The United States will withdraw nearly 12,000 troops from Germany in a move that will cost billions and take years

President Donald Trump’s decision to withdraw thousands of troops will take years to execute and potentially cost billions of dollars, according to US defense officials.

The plan to pull US troops out of the former NATO ally has faced wide bipartisan opposition amid concerns that it will weaken the position of the US military vis-à-vis Russia, however the Trump Administration has decided to proceed with the movement.

Approximately 11,900 US troops, a mix of Army and Air Force units, will be withdrawn from Germany to meet Trump’s mandatory limit of 25,000 US forces in Germany, according to a senior US defense official, a number higher than the 9,500 figure that was used when the reduction was first announced.

Authorities said the discrepancy was due to the fact that after a review it was discovered that there were slightly more US troops permanently assigned to Germany, about 36,000, than originally planned.

Of the troops leaving Germany, some 5,400 will “stay in Europe,” but the official will not identify the exact places they will move to, saying that they would only stay in countries that have already hosted US troops in some way. It includes most European NATO members.

The remaining 6,400 forces and their families will be returned to the U.S. And, over time, they will redeploy to Europe on a rotational basis, while remaining permanently on the continent.

Defense officials said this will cost billions of dollars, as new military construction in both Europe and the United States is likely to be required to house the additional troops.

The defense official confirmed that the repositioning will take “months to plan and years to execute,” a timeline first revealed earlier this month by the chairman of the Senate Armed Services Committee, senator Jim Inhofe, who had been briefed on the plan.

The timeline suggests that the plan could be reversed if Trump loses the election in November.

Defense officials say German Defense Minister Annegret Kramp-Karrenbauer and NATO Secretary General Jens Stoltenberg had been briefed on the planned withdrawal, as well as key members of Congress.

Defense officials said Defense Secretary Mark Esper had ordered the repositioning seek to increase deterrence against Russia, strengthen NATO, and support the families of US service members.

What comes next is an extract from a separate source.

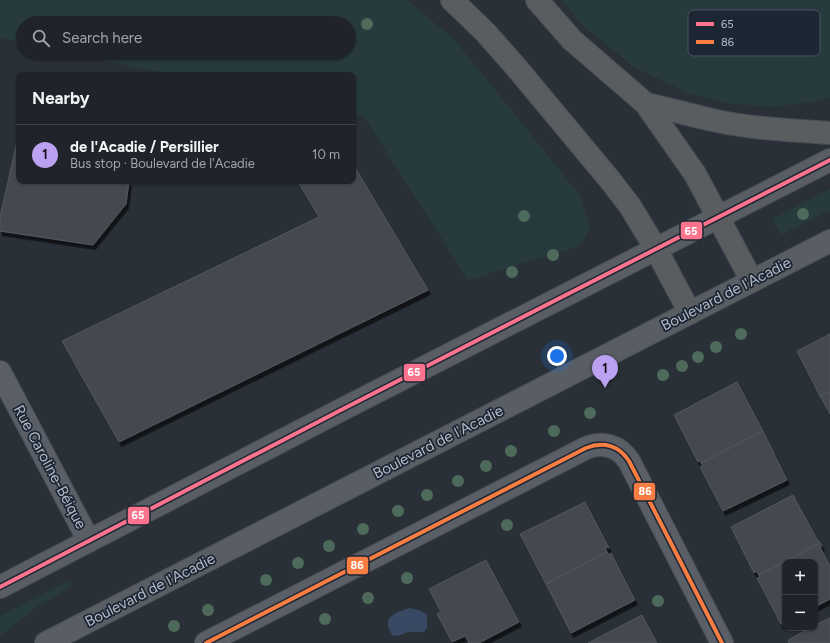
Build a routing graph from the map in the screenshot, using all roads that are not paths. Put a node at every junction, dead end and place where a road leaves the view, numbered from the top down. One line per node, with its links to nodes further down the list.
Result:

However, Trump, who led the measure, said he did so due to Berlin’s failure to meet NATO’s goal of spending 2% of GDP on defense, spending only about 1.38%.

“One of the only countries that has not agreed to pay what they are supposed to pay (in NATO) is Germany. So, I said that until they pay, we will withdraw our soldiers, some of our soldiers, for approximately Later, when we arrive at about 25,000, we’ll see where we go, “Trump said last month.

However, defense officials said on Wednesday that the decision of where to house US troops leaving Germany was not influenced by whether the new host country was meeting the two percent target.

While Germany’s national leadership has been silent on troop cuts, local leaders representing states where US troops are located recently wrote to members of the United States Congress asking them to help reverse the decision.

“We ask that this deep partnership continue and that US forces remain at their locations in Europe and Germany,” wrote the leaders of the German states of Baden-Wuerttemberg, Rhineland-Palatinate, Hesse and Bavaria.

“Therefore, we ask you to support us, as we strive not to break the bond of friendship but to strengthen it and ensure the presence of the United States in Germany and Europe in the future,” added the letter.